- What you will do: Read the data below line by line and copy each one with "Drive" in it.

Saved data entries:
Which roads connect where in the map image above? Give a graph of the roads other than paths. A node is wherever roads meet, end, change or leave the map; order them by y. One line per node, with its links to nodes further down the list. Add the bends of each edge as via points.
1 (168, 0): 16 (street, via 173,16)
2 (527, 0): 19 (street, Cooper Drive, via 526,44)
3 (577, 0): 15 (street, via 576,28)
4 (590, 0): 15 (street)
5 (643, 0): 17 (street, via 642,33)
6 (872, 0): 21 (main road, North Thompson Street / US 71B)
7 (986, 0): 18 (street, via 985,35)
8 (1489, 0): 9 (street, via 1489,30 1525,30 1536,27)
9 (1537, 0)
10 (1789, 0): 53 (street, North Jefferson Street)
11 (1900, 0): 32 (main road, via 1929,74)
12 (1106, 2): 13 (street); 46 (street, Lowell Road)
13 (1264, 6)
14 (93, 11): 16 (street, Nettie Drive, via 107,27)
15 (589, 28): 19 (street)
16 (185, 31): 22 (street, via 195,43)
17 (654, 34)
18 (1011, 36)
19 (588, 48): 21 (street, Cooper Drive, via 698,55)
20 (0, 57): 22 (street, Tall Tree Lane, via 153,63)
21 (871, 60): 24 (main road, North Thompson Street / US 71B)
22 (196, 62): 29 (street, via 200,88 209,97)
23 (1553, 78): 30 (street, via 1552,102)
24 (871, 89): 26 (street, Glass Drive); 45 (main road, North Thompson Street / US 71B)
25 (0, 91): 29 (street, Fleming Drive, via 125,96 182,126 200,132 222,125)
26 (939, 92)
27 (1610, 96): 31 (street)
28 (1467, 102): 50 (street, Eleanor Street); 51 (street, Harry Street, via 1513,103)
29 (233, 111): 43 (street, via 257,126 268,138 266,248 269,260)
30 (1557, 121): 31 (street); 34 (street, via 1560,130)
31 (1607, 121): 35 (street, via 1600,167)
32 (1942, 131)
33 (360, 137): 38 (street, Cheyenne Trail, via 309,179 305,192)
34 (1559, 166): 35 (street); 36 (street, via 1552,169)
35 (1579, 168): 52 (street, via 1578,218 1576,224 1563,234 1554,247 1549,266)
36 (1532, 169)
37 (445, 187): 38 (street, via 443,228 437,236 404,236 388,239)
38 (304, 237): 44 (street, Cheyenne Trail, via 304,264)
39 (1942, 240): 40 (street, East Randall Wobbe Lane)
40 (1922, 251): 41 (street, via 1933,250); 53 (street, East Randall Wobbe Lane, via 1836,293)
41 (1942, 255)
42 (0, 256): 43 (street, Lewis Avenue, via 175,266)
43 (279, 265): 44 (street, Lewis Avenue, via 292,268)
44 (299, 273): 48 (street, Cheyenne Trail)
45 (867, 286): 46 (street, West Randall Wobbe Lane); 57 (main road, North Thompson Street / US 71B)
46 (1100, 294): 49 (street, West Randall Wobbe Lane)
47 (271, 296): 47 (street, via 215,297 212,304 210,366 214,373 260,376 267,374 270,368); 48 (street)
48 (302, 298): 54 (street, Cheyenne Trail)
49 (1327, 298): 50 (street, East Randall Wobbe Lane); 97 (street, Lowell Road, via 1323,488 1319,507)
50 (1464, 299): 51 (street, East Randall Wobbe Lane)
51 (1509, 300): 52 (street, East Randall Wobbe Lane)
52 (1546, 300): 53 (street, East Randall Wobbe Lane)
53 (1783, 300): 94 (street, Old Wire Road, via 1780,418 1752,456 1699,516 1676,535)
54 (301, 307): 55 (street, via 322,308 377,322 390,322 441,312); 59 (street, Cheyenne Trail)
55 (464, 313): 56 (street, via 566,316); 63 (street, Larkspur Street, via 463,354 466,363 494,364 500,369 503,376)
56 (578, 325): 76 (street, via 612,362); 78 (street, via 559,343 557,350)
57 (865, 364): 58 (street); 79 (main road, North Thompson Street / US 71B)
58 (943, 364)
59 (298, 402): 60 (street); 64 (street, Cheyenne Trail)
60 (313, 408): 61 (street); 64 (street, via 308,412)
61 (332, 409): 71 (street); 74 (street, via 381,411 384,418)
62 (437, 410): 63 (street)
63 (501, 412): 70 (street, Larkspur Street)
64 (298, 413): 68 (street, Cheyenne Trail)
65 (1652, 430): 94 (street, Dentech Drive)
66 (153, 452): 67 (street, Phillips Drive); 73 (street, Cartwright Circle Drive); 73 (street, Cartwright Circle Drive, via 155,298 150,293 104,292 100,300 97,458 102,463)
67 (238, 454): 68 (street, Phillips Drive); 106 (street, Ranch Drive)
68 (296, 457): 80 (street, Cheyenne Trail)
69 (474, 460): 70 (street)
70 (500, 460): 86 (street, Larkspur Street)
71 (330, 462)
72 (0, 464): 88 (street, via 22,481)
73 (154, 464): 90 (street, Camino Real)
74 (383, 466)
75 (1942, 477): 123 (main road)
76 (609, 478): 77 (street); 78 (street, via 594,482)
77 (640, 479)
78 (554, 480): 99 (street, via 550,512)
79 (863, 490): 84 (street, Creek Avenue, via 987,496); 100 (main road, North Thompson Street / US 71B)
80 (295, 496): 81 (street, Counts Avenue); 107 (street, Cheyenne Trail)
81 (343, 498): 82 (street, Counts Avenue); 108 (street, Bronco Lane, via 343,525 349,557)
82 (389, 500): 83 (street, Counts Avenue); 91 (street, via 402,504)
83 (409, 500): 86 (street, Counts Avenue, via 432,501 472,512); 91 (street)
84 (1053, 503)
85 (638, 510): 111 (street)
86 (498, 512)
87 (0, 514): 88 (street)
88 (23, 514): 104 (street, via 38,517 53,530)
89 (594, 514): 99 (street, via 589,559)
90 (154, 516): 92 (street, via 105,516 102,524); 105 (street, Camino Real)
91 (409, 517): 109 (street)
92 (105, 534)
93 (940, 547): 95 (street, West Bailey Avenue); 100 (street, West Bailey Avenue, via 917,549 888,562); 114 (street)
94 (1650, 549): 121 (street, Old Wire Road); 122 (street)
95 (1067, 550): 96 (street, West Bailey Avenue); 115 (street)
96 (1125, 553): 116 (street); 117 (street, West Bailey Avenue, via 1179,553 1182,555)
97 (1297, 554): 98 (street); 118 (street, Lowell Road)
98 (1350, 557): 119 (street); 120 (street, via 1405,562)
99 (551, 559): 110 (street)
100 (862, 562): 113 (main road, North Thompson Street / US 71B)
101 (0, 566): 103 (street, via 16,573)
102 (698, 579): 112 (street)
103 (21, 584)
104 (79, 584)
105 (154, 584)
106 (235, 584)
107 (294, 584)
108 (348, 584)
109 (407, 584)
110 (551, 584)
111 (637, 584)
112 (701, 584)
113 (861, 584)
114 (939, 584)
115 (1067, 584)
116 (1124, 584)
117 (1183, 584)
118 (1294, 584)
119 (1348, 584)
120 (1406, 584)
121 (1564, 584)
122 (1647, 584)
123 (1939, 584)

- Completed exercise:
2 (527, 0): 19 (street, Cooper Drive, via 526,44)
14 (93, 11): 16 (street, Nettie Drive, via 107,27)
19 (588, 48): 21 (street, Cooper Drive, via 698,55)
24 (871, 89): 26 (street, Glass Drive); 45 (main road, North Thompson Street / US 71B)
25 (0, 91): 29 (street, Fleming Drive, via 125,96 182,126 200,132 222,125)
65 (1652, 430): 94 (street, Dentech Drive)
66 (153, 452): 67 (street, Phillips Drive); 73 (street, Cartwright Circle Drive); 73 (street, Cartwright Circle Drive, via 155,298 150,293 104,292 100,300 97,458 102,463)
67 (238, 454): 68 (street, Phillips Drive); 106 (street, Ranch Drive)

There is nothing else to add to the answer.